Q - Est-ce que "renoncer à plus de simplicité" signifie que vous acceptez la mise en place de garde-fous pour la composition de la minorité de blocage ?
R - Oui, ça peut être cela. Toutes ces garanties pour la minorité de blocage représentent quatre Etats plutôt que trois, et 15 % de la population. Ce sont des garanties auxquelles tiennent certains pays et dont nous pourrons discuter.

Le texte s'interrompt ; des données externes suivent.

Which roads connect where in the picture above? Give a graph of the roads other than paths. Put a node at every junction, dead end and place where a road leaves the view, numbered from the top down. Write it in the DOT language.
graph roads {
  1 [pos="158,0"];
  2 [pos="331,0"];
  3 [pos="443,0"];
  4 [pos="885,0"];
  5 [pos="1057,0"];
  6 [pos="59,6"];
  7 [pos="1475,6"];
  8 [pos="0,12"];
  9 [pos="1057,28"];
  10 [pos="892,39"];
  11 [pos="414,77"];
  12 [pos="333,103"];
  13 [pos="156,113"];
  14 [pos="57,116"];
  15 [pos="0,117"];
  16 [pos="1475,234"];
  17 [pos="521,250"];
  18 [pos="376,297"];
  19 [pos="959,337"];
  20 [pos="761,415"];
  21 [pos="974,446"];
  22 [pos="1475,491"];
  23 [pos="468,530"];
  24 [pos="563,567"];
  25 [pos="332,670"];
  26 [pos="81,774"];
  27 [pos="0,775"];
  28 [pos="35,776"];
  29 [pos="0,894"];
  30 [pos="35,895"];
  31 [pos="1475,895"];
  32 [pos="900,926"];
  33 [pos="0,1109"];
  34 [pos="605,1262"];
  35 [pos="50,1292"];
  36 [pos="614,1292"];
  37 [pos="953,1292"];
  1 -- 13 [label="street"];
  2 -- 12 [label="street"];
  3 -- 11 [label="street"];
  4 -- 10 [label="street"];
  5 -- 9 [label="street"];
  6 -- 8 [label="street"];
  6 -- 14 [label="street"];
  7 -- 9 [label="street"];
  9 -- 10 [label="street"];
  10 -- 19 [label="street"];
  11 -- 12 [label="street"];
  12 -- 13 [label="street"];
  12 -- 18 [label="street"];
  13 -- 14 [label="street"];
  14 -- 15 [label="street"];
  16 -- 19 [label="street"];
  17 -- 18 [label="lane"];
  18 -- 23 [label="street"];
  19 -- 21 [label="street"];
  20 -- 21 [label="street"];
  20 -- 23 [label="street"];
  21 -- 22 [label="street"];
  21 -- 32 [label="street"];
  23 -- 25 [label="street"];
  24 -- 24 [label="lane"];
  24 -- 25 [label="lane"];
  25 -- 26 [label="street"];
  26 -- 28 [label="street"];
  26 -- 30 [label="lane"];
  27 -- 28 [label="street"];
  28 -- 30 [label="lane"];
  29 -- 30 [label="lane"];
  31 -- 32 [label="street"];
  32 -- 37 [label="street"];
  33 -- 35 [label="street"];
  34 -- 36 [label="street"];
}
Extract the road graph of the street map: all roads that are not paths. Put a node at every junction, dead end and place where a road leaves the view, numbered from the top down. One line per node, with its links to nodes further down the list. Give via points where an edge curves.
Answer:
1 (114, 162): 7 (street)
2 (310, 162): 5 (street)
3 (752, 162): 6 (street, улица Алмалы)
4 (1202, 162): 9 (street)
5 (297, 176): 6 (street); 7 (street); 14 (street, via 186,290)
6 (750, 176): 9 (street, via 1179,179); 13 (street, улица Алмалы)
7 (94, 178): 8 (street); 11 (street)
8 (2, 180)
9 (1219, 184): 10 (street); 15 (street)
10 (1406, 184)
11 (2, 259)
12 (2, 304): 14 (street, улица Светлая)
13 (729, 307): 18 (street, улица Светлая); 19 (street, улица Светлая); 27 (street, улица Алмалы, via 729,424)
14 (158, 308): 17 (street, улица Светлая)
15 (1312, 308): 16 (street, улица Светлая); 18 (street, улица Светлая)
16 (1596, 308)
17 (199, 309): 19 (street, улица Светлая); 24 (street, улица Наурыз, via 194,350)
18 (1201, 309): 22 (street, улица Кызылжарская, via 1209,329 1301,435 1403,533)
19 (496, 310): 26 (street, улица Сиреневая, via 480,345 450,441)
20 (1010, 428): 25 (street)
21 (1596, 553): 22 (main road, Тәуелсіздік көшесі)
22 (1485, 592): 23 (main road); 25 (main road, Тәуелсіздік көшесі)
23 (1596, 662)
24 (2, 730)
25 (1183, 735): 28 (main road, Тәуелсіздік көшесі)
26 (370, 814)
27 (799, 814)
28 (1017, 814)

Q - Est-ce que Dieu est négociable ?
R - Quand on parle de Dieu, il faut éviter de dire jamais. Vous avez entendu ce que je viens de vous répondre. Nous parlons d'inscrire les choses dans la durée si je puis dire. Mais franchement, je pense que ce texte est équilibré. La France a exprimé une position assez claire depuis le début, par rapport à notre propre tradition républicaine, au caractère laïque de la Constitution française et au caractère laïque de la construction européenne que plus personne, d'ailleurs, ne remet en cause. Je pense franchement que le texte proposé par la Convention, et dont nous avons pesé chaque virgule, chaque mot, chaque pluriel, est un résultat équilibré et qu'il permet à tout le monde de se retrouver, de se reconnaître. Je pense cela. Voilà ce que je peux dire aujourd'hui. C'est ce que j'ai répété aujourd'hui.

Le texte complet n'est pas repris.